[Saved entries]
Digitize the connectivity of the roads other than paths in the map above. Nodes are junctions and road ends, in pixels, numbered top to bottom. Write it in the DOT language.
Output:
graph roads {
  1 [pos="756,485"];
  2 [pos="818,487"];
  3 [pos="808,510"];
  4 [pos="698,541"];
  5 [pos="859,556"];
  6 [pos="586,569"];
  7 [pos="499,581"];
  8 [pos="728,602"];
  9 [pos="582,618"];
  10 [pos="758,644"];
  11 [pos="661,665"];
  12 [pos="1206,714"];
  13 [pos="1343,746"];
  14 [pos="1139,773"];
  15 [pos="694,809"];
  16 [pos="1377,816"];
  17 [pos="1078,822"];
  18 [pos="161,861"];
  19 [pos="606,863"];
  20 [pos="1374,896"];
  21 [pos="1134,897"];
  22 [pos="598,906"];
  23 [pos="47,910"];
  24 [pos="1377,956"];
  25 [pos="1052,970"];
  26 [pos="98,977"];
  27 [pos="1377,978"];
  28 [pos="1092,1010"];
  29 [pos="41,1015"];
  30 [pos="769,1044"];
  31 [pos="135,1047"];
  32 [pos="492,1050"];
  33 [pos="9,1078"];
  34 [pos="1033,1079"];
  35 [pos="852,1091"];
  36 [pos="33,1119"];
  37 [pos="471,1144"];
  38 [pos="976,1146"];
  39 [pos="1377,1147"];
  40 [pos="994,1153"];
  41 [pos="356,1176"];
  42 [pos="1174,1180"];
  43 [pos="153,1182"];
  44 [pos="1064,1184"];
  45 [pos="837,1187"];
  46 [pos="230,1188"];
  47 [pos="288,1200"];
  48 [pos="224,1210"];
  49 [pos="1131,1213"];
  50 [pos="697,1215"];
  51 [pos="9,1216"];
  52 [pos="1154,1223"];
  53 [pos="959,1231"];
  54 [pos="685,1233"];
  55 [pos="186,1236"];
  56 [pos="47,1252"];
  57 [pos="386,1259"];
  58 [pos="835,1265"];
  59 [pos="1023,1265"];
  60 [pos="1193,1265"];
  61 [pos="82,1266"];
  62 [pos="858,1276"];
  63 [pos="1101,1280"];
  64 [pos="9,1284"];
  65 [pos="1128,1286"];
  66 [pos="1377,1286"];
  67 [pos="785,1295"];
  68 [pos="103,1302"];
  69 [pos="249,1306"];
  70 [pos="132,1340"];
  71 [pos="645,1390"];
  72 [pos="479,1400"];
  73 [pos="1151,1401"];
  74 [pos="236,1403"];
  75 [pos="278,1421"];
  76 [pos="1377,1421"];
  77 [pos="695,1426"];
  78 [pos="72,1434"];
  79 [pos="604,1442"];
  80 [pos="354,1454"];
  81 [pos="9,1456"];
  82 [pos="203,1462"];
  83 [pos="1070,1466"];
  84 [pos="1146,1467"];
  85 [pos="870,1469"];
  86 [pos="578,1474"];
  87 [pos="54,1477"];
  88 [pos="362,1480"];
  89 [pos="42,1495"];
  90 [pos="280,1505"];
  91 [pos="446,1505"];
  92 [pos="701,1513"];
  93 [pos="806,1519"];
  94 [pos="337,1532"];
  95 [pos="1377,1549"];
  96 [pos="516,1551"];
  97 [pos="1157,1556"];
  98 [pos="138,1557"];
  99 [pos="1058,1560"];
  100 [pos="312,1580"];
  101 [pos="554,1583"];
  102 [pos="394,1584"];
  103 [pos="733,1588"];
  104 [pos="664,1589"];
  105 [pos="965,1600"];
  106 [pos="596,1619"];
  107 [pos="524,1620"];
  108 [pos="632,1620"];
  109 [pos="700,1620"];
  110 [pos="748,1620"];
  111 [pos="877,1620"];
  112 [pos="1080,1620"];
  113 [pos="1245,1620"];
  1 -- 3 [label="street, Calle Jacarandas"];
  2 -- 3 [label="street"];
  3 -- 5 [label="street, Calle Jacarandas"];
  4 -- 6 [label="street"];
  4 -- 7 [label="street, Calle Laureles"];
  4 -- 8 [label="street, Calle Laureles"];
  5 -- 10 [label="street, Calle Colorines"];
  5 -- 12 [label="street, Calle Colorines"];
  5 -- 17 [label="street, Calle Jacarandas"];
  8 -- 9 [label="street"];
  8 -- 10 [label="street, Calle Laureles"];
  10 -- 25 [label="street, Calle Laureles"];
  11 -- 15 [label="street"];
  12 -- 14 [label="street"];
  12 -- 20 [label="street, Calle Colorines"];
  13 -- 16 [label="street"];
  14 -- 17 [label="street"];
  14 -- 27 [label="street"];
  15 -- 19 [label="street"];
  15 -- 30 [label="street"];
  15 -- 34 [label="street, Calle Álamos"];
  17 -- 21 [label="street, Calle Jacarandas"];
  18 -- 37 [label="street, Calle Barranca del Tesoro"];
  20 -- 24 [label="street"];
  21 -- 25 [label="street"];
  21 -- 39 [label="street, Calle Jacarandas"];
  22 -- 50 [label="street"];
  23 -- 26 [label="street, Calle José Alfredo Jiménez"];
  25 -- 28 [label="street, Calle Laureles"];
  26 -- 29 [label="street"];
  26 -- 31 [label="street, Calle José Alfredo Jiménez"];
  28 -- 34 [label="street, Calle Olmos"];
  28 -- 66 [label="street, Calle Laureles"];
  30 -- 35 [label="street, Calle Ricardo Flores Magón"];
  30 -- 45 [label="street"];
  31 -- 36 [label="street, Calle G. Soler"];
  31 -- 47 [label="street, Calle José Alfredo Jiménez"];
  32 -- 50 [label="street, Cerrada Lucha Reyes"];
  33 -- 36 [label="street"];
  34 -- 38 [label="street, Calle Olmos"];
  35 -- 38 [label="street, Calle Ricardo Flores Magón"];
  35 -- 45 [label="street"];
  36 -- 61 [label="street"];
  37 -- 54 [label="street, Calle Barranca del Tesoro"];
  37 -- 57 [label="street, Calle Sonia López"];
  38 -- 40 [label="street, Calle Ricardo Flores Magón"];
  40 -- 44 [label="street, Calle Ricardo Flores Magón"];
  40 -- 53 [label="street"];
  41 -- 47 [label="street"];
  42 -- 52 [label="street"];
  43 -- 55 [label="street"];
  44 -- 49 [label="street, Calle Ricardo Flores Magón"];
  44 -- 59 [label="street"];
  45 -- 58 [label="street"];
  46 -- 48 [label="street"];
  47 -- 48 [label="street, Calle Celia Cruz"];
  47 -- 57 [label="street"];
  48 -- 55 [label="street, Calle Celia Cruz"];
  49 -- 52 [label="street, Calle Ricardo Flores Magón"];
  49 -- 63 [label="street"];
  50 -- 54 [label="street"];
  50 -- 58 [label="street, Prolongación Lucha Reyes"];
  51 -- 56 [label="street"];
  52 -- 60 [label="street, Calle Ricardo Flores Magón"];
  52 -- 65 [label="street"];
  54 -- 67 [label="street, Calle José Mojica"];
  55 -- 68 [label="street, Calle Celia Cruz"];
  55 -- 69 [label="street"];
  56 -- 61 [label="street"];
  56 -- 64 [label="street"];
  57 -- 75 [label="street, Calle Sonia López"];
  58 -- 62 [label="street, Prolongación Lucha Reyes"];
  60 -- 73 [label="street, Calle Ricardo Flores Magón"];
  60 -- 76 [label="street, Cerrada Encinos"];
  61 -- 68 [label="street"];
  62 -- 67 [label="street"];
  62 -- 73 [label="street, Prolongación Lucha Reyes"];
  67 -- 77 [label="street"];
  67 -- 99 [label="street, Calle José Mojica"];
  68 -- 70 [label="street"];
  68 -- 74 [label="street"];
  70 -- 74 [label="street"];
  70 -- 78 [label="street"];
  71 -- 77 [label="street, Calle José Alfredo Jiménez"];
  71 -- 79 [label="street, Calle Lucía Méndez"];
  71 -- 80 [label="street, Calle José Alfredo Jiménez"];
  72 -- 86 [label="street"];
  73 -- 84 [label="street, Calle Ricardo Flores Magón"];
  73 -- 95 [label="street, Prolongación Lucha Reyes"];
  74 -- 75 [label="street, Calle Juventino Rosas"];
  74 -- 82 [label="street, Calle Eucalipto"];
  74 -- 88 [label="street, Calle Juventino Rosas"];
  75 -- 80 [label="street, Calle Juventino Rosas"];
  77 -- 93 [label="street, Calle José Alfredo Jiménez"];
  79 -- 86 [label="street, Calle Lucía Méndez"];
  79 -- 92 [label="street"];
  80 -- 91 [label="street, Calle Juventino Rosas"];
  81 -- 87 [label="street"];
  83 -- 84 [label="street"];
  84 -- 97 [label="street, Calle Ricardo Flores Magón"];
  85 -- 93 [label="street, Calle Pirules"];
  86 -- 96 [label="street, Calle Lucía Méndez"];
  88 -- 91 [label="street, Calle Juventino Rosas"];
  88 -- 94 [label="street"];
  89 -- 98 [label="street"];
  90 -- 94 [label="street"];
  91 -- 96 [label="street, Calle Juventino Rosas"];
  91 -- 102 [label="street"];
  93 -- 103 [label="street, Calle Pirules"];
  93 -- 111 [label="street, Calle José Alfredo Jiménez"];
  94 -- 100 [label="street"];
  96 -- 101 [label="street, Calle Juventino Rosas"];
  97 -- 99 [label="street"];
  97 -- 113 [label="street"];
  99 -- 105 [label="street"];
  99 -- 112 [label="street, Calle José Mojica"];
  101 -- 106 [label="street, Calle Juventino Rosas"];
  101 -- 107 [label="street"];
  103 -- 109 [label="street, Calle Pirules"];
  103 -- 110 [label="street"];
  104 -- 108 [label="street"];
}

## WHAT TO PRODUCE
The expected answer is a copy of each line in the records that holds the word "Reyes".

## WRITTEN ANSWER
  32 -- 50 [label="street, Cerrada Lucha Reyes"];
  50 -- 58 [label="street, Prolongación Lucha Reyes"];
  58 -- 62 [label="street, Prolongación Lucha Reyes"];
  62 -- 73 [label="street, Prolongación Lucha Reyes"];
  73 -- 95 [label="street, Prolongación Lucha Reyes"];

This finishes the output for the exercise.